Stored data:

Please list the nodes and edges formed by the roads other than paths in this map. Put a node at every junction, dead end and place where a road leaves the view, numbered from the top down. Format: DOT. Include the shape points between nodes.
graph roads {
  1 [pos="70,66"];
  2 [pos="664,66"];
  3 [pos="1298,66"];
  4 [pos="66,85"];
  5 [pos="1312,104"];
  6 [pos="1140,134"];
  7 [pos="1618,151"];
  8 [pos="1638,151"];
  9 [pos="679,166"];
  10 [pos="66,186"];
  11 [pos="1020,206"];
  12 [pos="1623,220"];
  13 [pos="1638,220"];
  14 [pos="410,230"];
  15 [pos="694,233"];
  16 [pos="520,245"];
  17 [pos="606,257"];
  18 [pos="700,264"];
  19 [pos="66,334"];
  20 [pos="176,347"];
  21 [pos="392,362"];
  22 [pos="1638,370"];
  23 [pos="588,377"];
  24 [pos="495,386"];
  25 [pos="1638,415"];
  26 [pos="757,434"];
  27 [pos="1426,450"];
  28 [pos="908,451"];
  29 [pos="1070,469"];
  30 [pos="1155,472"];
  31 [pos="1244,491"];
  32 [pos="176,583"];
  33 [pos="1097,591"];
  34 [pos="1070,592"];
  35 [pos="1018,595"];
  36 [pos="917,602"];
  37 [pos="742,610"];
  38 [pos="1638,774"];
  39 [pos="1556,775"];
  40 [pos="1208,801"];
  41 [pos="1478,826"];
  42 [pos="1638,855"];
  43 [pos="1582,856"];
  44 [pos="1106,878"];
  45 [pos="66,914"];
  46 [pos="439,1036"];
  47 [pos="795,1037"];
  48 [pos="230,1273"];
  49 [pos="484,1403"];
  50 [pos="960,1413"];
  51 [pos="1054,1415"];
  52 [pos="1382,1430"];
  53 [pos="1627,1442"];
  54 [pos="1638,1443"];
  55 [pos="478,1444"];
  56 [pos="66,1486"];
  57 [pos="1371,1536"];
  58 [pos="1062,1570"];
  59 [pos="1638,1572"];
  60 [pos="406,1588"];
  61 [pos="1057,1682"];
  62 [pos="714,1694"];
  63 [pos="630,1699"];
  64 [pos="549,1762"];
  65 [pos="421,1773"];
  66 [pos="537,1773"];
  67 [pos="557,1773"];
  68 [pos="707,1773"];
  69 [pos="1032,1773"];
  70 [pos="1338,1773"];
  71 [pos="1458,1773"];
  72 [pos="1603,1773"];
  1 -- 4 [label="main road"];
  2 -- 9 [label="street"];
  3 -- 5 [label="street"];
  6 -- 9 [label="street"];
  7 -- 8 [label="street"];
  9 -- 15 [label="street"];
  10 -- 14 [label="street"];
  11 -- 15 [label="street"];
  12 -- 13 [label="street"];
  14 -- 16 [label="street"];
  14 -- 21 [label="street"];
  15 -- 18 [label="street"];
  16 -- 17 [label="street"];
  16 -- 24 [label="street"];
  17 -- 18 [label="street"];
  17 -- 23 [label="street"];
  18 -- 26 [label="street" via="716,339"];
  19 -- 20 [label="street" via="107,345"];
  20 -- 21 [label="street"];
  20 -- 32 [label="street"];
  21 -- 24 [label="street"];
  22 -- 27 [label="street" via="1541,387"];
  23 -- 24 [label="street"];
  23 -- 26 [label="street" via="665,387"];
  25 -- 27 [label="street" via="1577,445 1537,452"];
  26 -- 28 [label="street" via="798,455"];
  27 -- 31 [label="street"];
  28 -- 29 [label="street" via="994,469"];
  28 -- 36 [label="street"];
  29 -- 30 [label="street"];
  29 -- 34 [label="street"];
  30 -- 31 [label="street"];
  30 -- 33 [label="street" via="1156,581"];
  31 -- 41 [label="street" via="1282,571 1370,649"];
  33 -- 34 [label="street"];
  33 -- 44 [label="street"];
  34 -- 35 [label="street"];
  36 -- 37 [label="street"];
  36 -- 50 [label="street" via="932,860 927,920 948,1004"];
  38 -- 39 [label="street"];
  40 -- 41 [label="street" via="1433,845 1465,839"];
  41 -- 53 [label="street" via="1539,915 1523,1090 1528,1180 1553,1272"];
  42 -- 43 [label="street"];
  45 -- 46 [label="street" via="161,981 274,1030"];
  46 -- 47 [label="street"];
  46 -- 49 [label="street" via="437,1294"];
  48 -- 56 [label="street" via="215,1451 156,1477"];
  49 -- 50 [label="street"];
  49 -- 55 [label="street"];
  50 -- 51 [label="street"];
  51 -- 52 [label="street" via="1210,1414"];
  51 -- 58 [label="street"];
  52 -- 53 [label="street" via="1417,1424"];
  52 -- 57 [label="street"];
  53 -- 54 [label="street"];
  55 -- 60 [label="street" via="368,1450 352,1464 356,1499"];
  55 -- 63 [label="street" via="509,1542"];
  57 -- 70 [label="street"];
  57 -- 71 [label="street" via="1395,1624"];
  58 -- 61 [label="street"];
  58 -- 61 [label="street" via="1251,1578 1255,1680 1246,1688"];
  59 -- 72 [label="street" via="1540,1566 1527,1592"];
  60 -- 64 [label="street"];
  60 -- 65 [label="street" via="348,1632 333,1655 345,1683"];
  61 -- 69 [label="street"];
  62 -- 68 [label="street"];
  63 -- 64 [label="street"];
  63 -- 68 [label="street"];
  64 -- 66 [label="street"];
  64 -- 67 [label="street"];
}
--
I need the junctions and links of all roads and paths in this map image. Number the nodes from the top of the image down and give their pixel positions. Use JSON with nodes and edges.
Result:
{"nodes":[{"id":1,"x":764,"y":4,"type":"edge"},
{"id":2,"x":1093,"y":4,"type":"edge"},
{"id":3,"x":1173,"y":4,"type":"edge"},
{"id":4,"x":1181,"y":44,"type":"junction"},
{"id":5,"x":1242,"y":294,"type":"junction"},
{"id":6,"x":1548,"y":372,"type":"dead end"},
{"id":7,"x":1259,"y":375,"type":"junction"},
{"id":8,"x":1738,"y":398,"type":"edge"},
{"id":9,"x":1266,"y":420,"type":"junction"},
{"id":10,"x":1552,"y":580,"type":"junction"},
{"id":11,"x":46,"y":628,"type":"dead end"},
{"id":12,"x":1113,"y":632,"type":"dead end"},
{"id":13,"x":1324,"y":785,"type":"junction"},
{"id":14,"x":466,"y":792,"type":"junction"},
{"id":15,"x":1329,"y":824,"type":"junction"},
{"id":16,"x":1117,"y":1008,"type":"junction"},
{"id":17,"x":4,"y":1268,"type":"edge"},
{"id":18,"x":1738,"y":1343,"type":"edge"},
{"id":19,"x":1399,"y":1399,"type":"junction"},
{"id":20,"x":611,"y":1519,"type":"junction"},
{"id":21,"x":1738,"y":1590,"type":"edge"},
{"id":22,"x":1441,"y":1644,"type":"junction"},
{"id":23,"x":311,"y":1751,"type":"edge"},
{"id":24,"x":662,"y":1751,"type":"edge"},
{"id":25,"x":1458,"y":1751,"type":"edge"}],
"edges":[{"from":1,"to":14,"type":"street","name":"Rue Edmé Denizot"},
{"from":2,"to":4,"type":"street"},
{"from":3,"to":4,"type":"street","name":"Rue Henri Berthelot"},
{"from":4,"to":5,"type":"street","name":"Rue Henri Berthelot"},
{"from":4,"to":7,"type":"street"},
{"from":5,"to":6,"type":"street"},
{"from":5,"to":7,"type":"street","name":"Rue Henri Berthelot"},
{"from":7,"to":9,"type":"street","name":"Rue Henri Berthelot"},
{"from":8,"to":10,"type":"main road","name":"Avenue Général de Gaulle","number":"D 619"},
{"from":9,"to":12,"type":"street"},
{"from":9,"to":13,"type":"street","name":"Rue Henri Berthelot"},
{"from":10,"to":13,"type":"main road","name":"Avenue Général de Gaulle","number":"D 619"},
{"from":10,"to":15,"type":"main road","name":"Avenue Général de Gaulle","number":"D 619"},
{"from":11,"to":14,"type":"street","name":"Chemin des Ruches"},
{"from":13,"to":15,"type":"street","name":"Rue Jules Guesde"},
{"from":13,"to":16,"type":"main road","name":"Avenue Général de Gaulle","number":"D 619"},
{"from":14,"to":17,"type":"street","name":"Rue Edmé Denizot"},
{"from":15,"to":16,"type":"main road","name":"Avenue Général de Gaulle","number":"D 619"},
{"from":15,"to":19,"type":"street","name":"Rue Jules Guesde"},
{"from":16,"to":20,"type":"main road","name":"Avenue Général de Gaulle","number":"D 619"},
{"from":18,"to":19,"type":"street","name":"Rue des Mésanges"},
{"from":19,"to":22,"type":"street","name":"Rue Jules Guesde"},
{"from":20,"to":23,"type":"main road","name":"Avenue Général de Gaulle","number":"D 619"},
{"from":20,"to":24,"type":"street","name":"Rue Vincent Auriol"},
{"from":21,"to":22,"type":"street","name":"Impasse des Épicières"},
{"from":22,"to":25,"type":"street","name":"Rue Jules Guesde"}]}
* * *
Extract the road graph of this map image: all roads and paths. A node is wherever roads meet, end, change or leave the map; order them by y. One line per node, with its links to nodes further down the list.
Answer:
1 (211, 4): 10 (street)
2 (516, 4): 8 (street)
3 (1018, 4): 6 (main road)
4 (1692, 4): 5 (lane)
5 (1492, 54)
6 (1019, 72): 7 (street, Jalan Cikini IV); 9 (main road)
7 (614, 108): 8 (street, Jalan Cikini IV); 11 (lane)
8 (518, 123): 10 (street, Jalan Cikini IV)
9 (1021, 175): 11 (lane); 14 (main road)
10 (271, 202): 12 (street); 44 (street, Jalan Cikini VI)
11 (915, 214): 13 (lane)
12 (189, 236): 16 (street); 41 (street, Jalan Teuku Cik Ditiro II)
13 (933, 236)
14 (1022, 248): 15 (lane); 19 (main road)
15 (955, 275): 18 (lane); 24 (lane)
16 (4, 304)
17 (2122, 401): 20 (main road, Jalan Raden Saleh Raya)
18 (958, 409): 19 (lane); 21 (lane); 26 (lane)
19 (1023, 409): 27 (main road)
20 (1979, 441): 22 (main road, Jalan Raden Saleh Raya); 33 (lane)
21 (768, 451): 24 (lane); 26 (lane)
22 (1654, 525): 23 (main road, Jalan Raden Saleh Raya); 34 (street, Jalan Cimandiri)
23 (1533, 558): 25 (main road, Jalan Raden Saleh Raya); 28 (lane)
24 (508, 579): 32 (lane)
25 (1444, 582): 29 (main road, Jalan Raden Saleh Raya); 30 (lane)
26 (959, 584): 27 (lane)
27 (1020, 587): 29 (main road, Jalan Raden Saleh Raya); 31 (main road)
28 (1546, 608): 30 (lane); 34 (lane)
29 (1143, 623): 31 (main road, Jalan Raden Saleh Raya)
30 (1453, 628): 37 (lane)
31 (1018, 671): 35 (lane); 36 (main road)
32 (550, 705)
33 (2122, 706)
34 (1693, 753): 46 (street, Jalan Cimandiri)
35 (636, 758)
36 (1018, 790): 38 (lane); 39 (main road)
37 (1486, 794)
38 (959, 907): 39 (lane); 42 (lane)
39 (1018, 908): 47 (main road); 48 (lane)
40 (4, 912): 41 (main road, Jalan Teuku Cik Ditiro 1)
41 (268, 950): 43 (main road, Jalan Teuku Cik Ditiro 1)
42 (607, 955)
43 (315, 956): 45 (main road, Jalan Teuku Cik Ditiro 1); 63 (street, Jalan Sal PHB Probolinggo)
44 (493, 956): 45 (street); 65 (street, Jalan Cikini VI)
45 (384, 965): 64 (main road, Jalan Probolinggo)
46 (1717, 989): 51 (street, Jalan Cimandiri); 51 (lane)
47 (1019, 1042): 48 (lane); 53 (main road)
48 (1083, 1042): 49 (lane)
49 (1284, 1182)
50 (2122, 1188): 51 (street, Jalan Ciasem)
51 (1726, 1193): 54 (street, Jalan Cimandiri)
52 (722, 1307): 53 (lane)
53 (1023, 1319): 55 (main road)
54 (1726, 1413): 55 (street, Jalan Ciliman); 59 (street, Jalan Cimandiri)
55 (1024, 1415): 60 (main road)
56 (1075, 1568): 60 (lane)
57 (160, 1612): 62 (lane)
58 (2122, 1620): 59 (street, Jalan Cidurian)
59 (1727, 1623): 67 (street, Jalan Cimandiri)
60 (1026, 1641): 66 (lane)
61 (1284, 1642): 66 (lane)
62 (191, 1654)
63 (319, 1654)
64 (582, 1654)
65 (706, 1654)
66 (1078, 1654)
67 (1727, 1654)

• [WORK TO COMPLETE] Each line in the data that holds the string "Raya" must be returned.

• [RESULT OF THE EXERCISE]
17 (2122, 401): 20 (main road, Jalan Raden Saleh Raya)
20 (1979, 441): 22 (main road, Jalan Raden Saleh Raya); 33 (lane)
22 (1654, 525): 23 (main road, Jalan Raden Saleh Raya); 34 (street, Jalan Cimandiri)
23 (1533, 558): 25 (main road, Jalan Raden Saleh Raya); 28 (lane)
25 (1444, 582): 29 (main road, Jalan Raden Saleh Raya); 30 (lane)
27 (1020, 587): 29 (main road, Jalan Raden Saleh Raya); 31 (main road)
29 (1143, 623): 31 (main road, Jalan Raden Saleh Raya)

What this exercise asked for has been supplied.